Catalina Matorral is a grand, serial poem where everything is interconnected — songs, texts, music and obsessions — in a vast, skillfully crafted cycle. It is a sound theater where androids dream of electric sheep, a spellbook where medieval illuminations sit next to printed circuit boards, where each sentence is an indecipherable secret, a Jivaro poem, an incantation to lift enchantments. The slightest sound seems to be animated by an autonomous thought. To say that the listener is immediately captivated by this multidimensional voice resembling a voodoo vocoder rolling on a conveyor belt made of artificial basses would be an understatement. Drums knock and crackle in an orchestra perched high on glitches, surrounded by an entirely new landscape composed of brass and convulsions, somewhere between the rural bocage of Normandie and the International Space Station. The result is both eventful and very soft: chimeric narration, heady verses, pop fragments, horizontal synths, distorted technologies. One would think they’re listening to an opera composed by Robert Ashley or Laurie Anderson, based on an improbable libretto written by anthropologist Jeanne Favret-Saada, and performed by holograms of Brigitte Fontaine and Areski — who unexpectedly regurgitate bits of blunt folk, binary jazz, baroque songs and ghostly madrigals.
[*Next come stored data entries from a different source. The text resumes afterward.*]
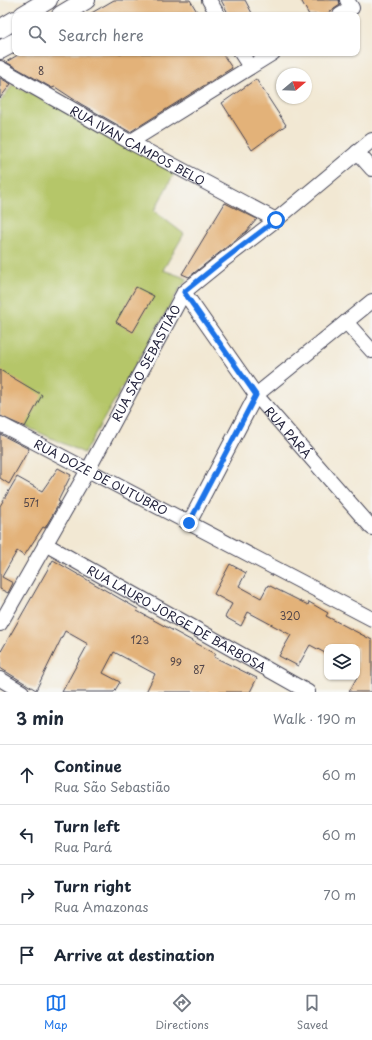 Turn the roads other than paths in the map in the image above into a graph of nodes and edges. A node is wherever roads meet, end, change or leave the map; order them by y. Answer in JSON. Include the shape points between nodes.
{"nodes":[{"id":1,"x":48,"y":0,"type":"edge"},
{"id":2,"x":86,"y":0,"type":"edge"},
{"id":3,"x":209,"y":0,"type":"edge"},
{"id":4,"x":29,"y":12,"type":"edge"},
{"id":5,"x":66,"y":12,"type":"edge"},
{"id":6,"x":216,"y":12,"type":"edge"},
{"id":7,"x":12,"y":22,"type":"edge"},
{"id":8,"x":0,"y":30,"type":"edge"},
{"id":9,"x":12,"y":44,"type":"edge"},
{"id":10,"x":0,"y":50,"type":"edge"},
{"id":11,"x":243,"y":56,"type":"edge"},
{"id":12,"x":268,"y":56,"type":"edge"},
{"id":13,"x":250,"y":67,"type":"junction"},
{"id":14,"x":0,"y":68,"type":"edge"},
{"id":15,"x":372,"y":140,"type":"edge"},
{"id":16,"x":130,"y":142,"type":"junction"},
{"id":17,"x":357,"y":152,"type":"junction"},
{"id":18,"x":372,"y":169,"type":"edge"},
{"id":19,"x":276,"y":220,"type":"junction"},
{"id":20,"x":184,"y":292,"type":"junction"},
{"id":21,"x":372,"y":301,"type":"edge"},
{"id":22,"x":346,"y":322,"type":"junction"},
{"id":23,"x":372,"y":351,"type":"edge"},
{"id":24,"x":256,"y":395,"type":"junction"},
{"id":25,"x":0,"y":424,"type":"edge"},
{"id":26,"x":88,"y":470,"type":"junction"},
{"id":27,"x":189,"y":523,"type":"junction"},
{"id":28,"x":372,"y":528,"type":"edge"},
{"id":29,"x":45,"y":544,"type":"junction"},
{"id":30,"x":372,"y":619,"type":"edge"},
{"id":31,"x":1,"y":620,"type":"edge"},
{"id":32,"x":0,"y":679,"type":"edge"},
{"id":33,"x":22,"y":692,"type":"edge"},
{"id":34,"x":308,"y":692,"type":"edge"}],
"edges":[{"from":1,"to":4,"type":"main road"},
{"from":2,"to":5,"type":"main road"},
{"from":3,"to":6,"type":"street"},
{"from":7,"to":8,"type":"main road"},
{"from":9,"to":10,"type":"main road"},
{"from":11,"to":13,"type":"street"},
{"from":12,"to":13,"type":"street"},
{"from":13,"to":16,"type":"street"},
{"from":14,"to":16,"type":"street","name":"RUA IVAN CAMPOS BELO"},
{"from":15,"to":17,"type":"street","name":"RUA SÃO SEBASTIÃO"},
{"from":16,"to":19,"type":"street","name":"RUA IVAN CAMPOS BELO"},
{"from":17,"to":18,"type":"street"},
{"from":17,"to":19,"type":"street","name":"RUA SÃO SEBASTIÃO"},
{"from":19,"to":20,"type":"street","name":"RUA SÃO SEBASTIÃO"},
{"from":20,"to":24,"type":"street","name":"RUA PARÁ"},
{"from":20,"to":26,"type":"street","name":"RUA SÃO SEBASTIÃO"},
{"from":21,"to":22,"type":"street"},
{"from":22,"to":23,"type":"street"},
{"from":22,"to":24,"type":"street"},
{"from":24,"to":27,"type":"street"},
{"from":24,"to":28,"type":"street","name":"RUA PARÁ"},
{"from":25,"to":26,"type":"street","name":"RUA DOZE DE OUTUBRO"},
{"from":26,"to":27,"type":"street","name":"RUA DOZE DE OUTUBRO"},
{"from":26,"to":29,"type":"street","name":"RUA SÃO SEBASTIÃO"},
{"from":27,"to":30,"type":"street","name":"RUA DOZE DE OUTUBRO"},
{"from":29,"to":31,"type":"street","name":"RUA SÃO SEBASTIÃO"},
{"from":29,"to":34,"type":"street","name":"RUA LAURO JORGE DE BARBOSA"},
{"from":32,"to":33,"type":"street"}]} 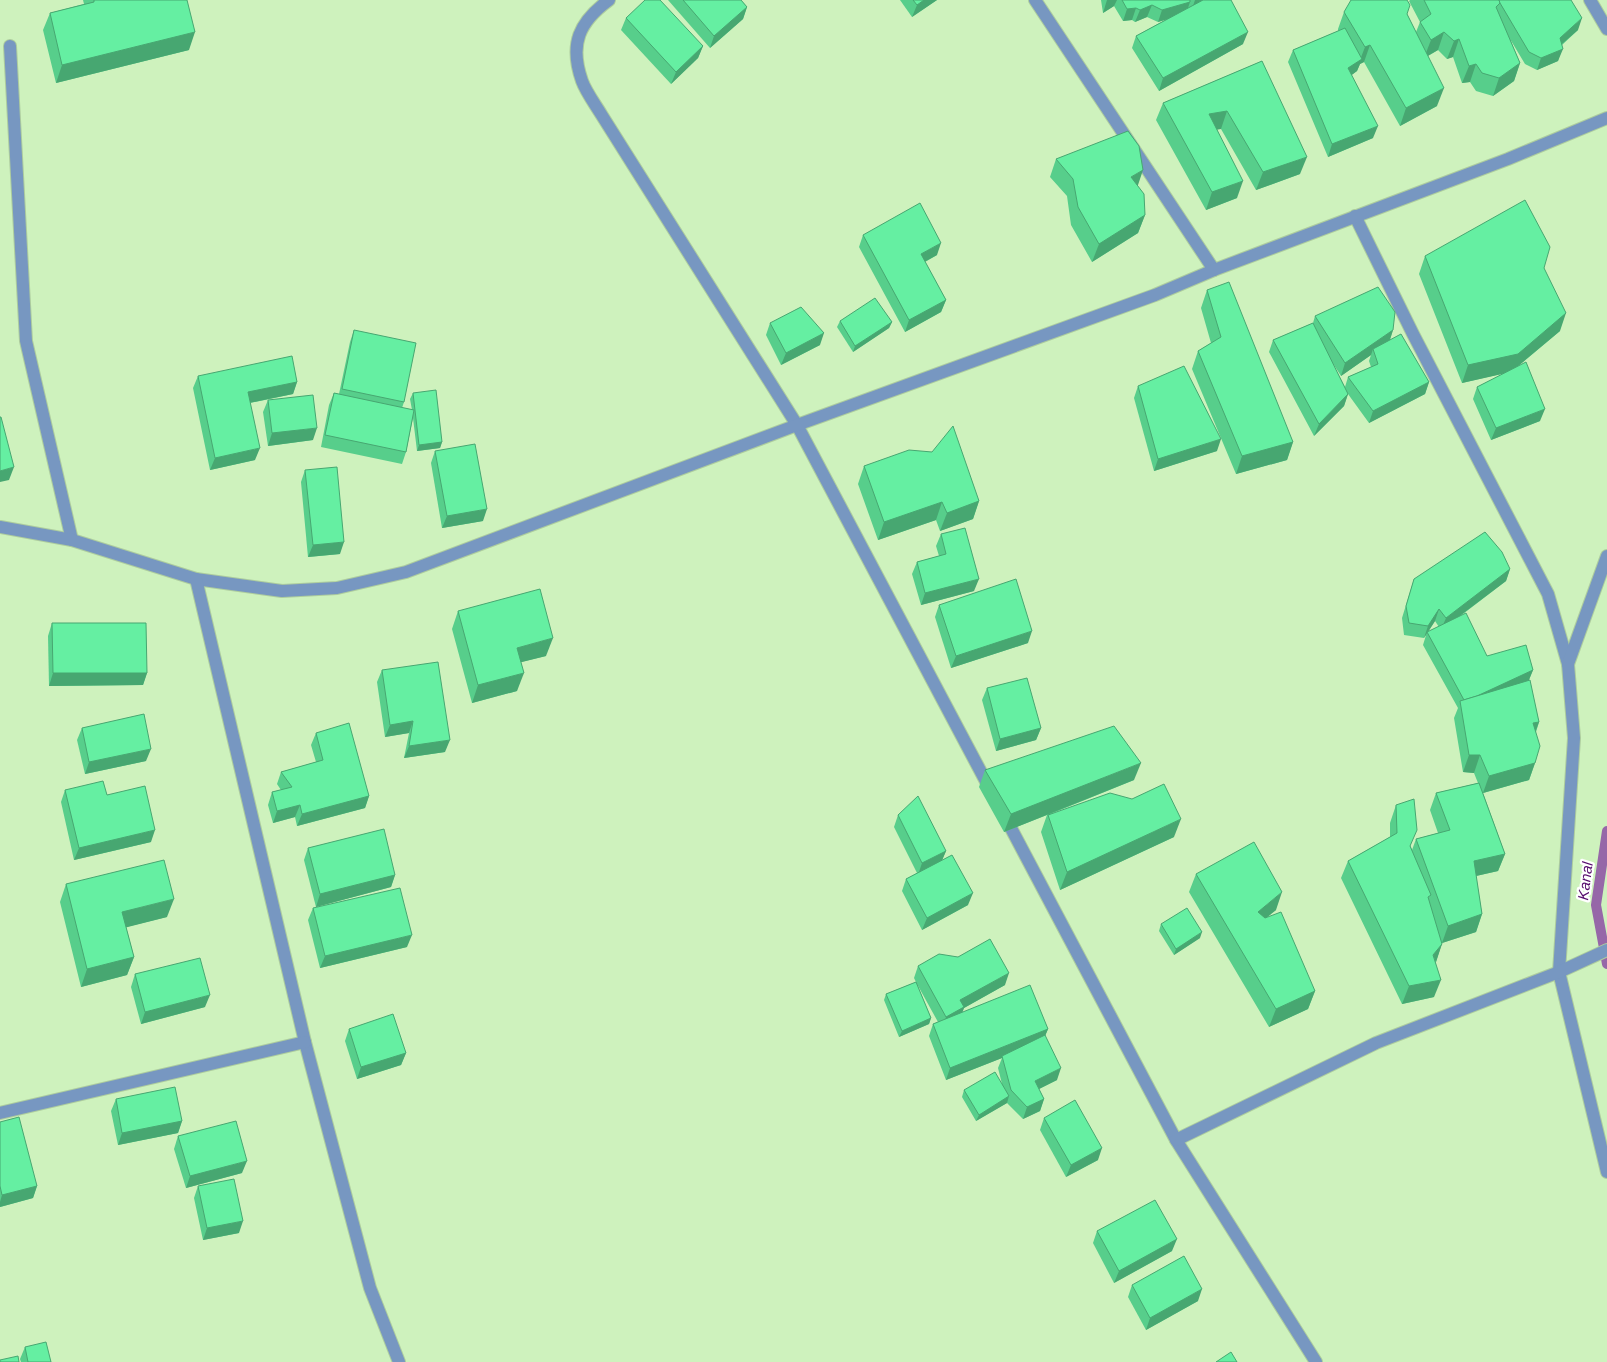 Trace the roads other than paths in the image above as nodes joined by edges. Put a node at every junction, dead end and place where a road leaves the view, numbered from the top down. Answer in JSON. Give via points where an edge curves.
{"nodes":[{"id":1,"x":609,"y":0,"type":"edge"},
{"id":2,"x":1035,"y":0,"type":"edge"},
{"id":3,"x":1590,"y":0,"type":"edge"},
{"id":4,"x":1607,"y":29,"type":"edge"},
{"id":5,"x":10,"y":46,"type":"dead end"},
{"id":6,"x":1607,"y":118,"type":"edge"},
{"id":7,"x":1355,"y":216,"type":"junction"},
{"id":8,"x":1214,"y":270,"type":"junction"},
{"id":9,"x":797,"y":425,"type":"junction"},
{"id":10,"x":0,"y":527,"type":"edge"},
{"id":11,"x":72,"y":540,"type":"junction"},
{"id":12,"x":1607,"y":556,"type":"edge"},
{"id":13,"x":196,"y":579,"type":"junction"},
{"id":14,"x":1568,"y":664,"type":"junction"},
{"id":15,"x":1607,"y":950,"type":"edge"},
{"id":16,"x":1559,"y":972,"type":"junction"},
{"id":17,"x":305,"y":1042,"type":"junction"},
{"id":18,"x":0,"y":1113,"type":"edge"},
{"id":19,"x":1176,"y":1140,"type":"junction"},
{"id":20,"x":1607,"y":1172,"type":"edge"},
{"id":21,"x":399,"y":1362,"type":"edge"},
{"id":22,"x":1316,"y":1362,"type":"edge"}],
"edges":[{"from":1,"to":9,"type":"street","via":[[594,11],[578,36],[575,53],[582,82]]},
{"from":2,"to":8,"type":"street"},
{"from":3,"to":4,"type":"street"},
{"from":5,"to":11,"type":"street","via":[[26,341]]},
{"from":6,"to":7,"type":"street"},
{"from":7,"to":8,"type":"street"},
{"from":7,"to":14,"type":"street","via":[[1548,594]]},
{"from":8,"to":9,"type":"street","via":[[1155,296]]},
{"from":9,"to":13,"type":"street","via":[[406,572],[336,588],[282,591]]},
{"from":9,"to":19,"type":"street"},
{"from":10,"to":11,"type":"street"},
{"from":11,"to":13,"type":"street"},
{"from":12,"to":14,"type":"street"},
{"from":13,"to":17,"type":"street"},
{"from":14,"to":16,"type":"street","via":[[1574,738]]},
{"from":15,"to":16,"type":"street"},
{"from":16,"to":19,"type":"street","via":[[1376,1043]]},
{"from":16,"to":20,"type":"street"},
{"from":17,"to":18,"type":"street"},
{"from":17,"to":21,"type":"street","via":[[370,1288]]},
{"from":19,"to":22,"type":"street"}]} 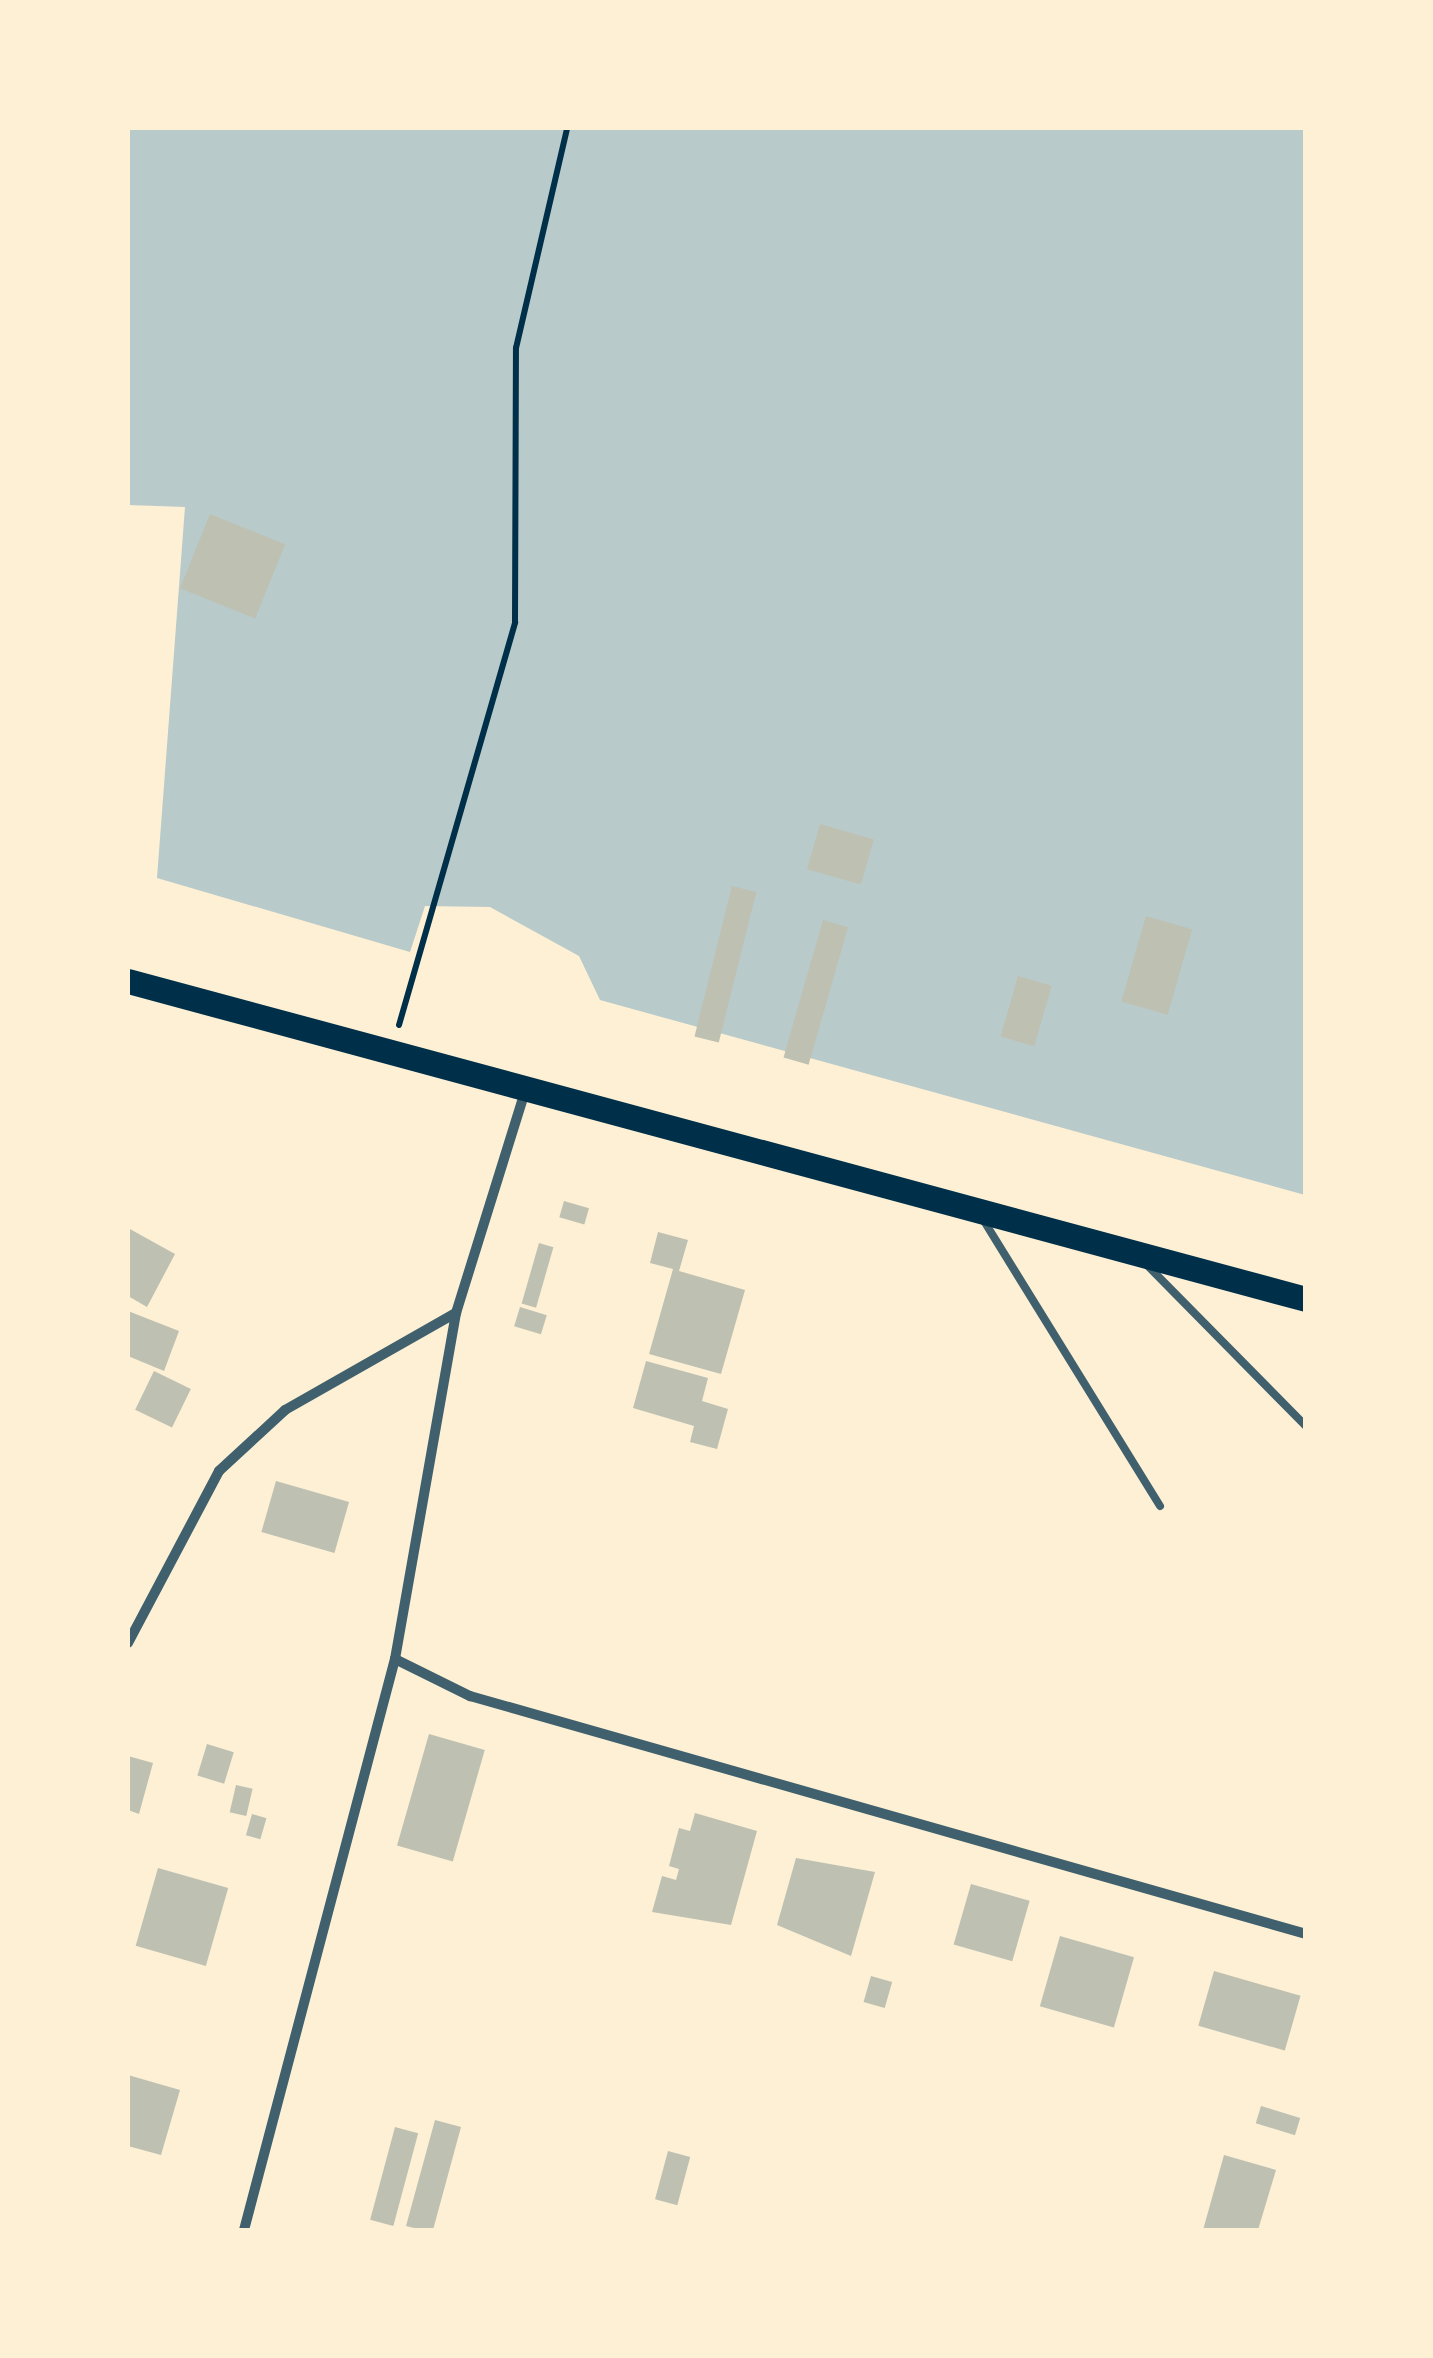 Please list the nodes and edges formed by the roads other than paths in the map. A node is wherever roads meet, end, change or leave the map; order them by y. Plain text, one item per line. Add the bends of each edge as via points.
1 (128, 982) edge
2 (526, 1087) junction
3 (976, 1210) junction
4 (1135, 1253) junction
5 (1306, 1299) edge
6 (456, 1313) junction
7 (1306, 1426) edge
8 (1160, 1506) dead end
9 (128, 1642) edge
10 (395, 1658) junction
11 (1306, 1934) edge
12 (244, 2230) edge

1 - 2 main road
2 - 3 main road
2 - 6 street
3 - 4 main road
3 - 8 lane
4 - 5 main road
4 - 7 lane
6 - 9 street via 285,1410 219,1471
6 - 10 street
10 - 11 street via 470,1696
10 - 12 street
Micro-events, great enchantments.

This record was written and recorded by Marion Cousin and Borja Flames, tinkering feverishly for seven years. It was blessed with the furtive appearances of faithful friends: Gaspar Claus played the cello; Igor Estrabol the clarinet, trumpet and flugelhorn; Renaud Cousin the drums; Ernest Bergez played the violin and whimsically mixed the tracks like a bonesetter-scientist.

At the crossroads of worlds, eras and moods, Catalina Matorral invents a curiously rural science fiction that confounds poetry with white magic and puts French music in a permanent tension between the cosmos and manure.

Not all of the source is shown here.